Senza domande, per lui si  ruppe il vaso di nardo: profumava di tiglio e rosmarino, seminati nell’aria stupita da tanta festa.
Ognuno giunse coi suoi doni, nella casa, perchè l’ospite succhiasse il latte e la carezza dei legami sciolti. Anche i vecchi raccontarono le storie, scambiando pane e parole.
Troppo leggero per i suoi aquiloni, dovette seguirli.

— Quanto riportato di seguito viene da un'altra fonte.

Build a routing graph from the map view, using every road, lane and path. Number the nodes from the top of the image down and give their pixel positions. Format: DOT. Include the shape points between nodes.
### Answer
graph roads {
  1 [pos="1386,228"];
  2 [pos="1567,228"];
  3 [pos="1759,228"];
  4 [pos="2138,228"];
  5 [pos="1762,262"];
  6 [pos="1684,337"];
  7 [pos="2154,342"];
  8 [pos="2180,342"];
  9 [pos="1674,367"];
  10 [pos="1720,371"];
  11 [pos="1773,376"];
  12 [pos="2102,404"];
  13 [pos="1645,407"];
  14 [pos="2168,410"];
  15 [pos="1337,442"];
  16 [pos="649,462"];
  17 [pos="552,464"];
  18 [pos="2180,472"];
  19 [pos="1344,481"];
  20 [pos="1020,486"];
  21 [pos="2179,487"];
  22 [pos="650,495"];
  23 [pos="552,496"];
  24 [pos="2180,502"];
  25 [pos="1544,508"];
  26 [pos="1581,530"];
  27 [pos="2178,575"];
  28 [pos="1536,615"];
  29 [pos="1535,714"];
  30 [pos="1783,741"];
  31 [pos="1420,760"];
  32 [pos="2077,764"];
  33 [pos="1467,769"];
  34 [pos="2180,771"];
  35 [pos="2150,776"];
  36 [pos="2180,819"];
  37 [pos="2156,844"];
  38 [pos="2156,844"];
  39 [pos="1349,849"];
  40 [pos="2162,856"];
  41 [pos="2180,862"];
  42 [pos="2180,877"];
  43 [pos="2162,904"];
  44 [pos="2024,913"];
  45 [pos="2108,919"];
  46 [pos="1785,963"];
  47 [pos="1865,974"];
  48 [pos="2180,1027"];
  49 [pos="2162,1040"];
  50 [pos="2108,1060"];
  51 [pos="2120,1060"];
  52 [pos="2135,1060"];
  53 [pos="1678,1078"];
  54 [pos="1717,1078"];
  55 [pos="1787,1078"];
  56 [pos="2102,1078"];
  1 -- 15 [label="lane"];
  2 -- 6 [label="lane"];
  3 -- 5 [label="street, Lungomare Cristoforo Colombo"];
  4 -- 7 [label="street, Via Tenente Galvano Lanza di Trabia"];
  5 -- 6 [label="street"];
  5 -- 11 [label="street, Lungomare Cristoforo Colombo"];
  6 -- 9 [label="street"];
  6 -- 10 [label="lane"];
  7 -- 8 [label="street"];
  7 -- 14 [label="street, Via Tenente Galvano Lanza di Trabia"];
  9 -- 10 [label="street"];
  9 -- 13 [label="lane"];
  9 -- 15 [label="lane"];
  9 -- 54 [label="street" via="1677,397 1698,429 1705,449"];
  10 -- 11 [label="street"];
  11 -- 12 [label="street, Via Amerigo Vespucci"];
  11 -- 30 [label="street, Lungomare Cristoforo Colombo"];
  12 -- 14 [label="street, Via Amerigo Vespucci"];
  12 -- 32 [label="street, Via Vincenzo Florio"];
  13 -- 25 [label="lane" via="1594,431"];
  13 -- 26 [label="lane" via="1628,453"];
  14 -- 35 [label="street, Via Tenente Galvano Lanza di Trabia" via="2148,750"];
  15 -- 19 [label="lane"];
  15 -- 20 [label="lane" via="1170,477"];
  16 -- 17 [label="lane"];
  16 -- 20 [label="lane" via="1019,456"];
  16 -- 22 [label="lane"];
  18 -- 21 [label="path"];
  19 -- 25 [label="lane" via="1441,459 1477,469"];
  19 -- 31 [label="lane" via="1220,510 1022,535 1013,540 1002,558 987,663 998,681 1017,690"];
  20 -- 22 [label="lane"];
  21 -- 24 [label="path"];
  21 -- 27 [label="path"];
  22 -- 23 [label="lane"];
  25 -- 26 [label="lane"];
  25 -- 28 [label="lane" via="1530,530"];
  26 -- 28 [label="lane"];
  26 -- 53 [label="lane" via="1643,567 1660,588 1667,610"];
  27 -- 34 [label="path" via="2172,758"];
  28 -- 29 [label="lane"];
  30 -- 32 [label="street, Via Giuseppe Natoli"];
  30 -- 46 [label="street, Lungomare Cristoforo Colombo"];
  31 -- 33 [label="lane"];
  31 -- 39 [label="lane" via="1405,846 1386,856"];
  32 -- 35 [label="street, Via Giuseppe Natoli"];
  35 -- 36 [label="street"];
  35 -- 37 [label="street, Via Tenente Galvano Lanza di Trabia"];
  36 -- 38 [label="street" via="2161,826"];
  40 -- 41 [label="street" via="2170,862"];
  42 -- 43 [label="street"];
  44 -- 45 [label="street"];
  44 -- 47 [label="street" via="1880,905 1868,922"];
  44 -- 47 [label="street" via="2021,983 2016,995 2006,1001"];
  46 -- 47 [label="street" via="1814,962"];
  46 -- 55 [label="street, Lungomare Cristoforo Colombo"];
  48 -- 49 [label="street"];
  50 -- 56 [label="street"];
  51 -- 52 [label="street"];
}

Lasciò, a cometa, una scia di padri e di madri.
E piume di poesia, briciole da pettirossi, nascoste fra i libri.
Chi le trova sa di essere pescatore di perle e sente che si perde solo ciò che non si ha.

Vino

25 giovedì Set 2003

Posted by colfavoredellenebbie in margini, qui da noi

≈ 4 commenti

Qui da noi c’era un uomo grosso, coi baffi da mangiafuoco, che d’estate cantava il vino.
Alle feste, di fronte a un calice di rosso, in punta d’unghia, faceva tintinnare il vetro erecitava “viiiiiiiiiin….viiiiiiiin ….. viiiiiin! sentila la musica, sentili i voli! aaaquaaa, aaaaaquaaaaa, roba da teeeeera…”. E tu vedevi tutte le “i” del mondo fare fisso dentro il vino, in puntini di lucciola, e tutte le “a” del mondo sgonfiarsi come vesciche, prostrate nella polvere dinanzi al santo altar.
Non lo volle l’altare, l’uomo grosso coi baffi.
Quando fu il momento di salutare, chiamò il figlio e disse: gnent cassa, gnent pret….imbutiglièm. Imbottigliatemi.
E il figlio non riuscì neppure a piangere.

Qui da noi…

21 domenica Set 2003

Posted by colfavoredellenebbie in margini, qui da noi

≈ 2 commenti

Qui da noi ci sono giorni che sembrano impastati di lentezza e silenzio. Fermi.
E allora galleggi in una specie di attesa: strana confidenza fra il dentro e il fuori… Ma, se di colpo, da strada, un urlo lungo di cornacchia (o bambino) batte la stanza, è come uno schiocco d’ortica.
Tutto torna ad essere solo carne o cosa.
La vita, puntuta, ha il suo modo di farsi sentire, aspro d’amarena o ago di suono.
Ti prende e sai di non avere altre strade. Vai nel negozio vicino a comprare il pane.

Qui da noi…

21 domenica Set 2003

Posted by colfavoredellenebbie in margini, qui da noi

≈ 1 Commento

Qui da noi ora le finestre si chiudono.
Quando passo per la strada che mi piace, quella che quasi si strozza fra le case basse, non sento più l’odore del caffelatte col pane, che non è amaro e non è dolce, la mattina.
E non gioco a indovinare se, nella casa gialla (la porta sull’asfalto), vedrò la vecchia in vestaglia o il vecchio con le spalle strette, che mangia in canottiera.
Dietro le finestre chiuse ciascuno si riprende il suo.
Solo l’estate fa teatro.
A queste giornate di confine restano il pudore e gli odori forti dei primi fritti, che fanno feltro nell’aria.
A passare, li senti che sfiatano dalle imposte e gravano.
Come le abitudini.

Qui da noi…

20 sabato Set 2003

Posted by colfavoredellenebbie in margini, qui da noi

≈ 2 commenti

Qui da noi ci sono cieli carta da zucchero, se le piogge di fineestate li gonfiano e li scoppiano in bolle d’acquagrossa. Poi, resta in alto una memoria di nuvole. E ci vuole tempo perchè sgombrino. A vederle colare nella coda di temporali a lento commiato, ti accorgi d’essere dentro a un addio.

Qui da noi…

19 venerdì Set 2003

Posted by colfavoredellenebbie in margini, qui da noi

≈ 4 commenti

Qui da noi le prime nebbie prendono alle spalle (“zampine” di velluto) alla fine d’agosto. Così capisci che niente è dovuto, neppure il cielo sgombro, la luce dritta o un’idea chiara. E impari, sulla pelle, che le forme senza contorni netti sono più vicine e si prestano qualcosa.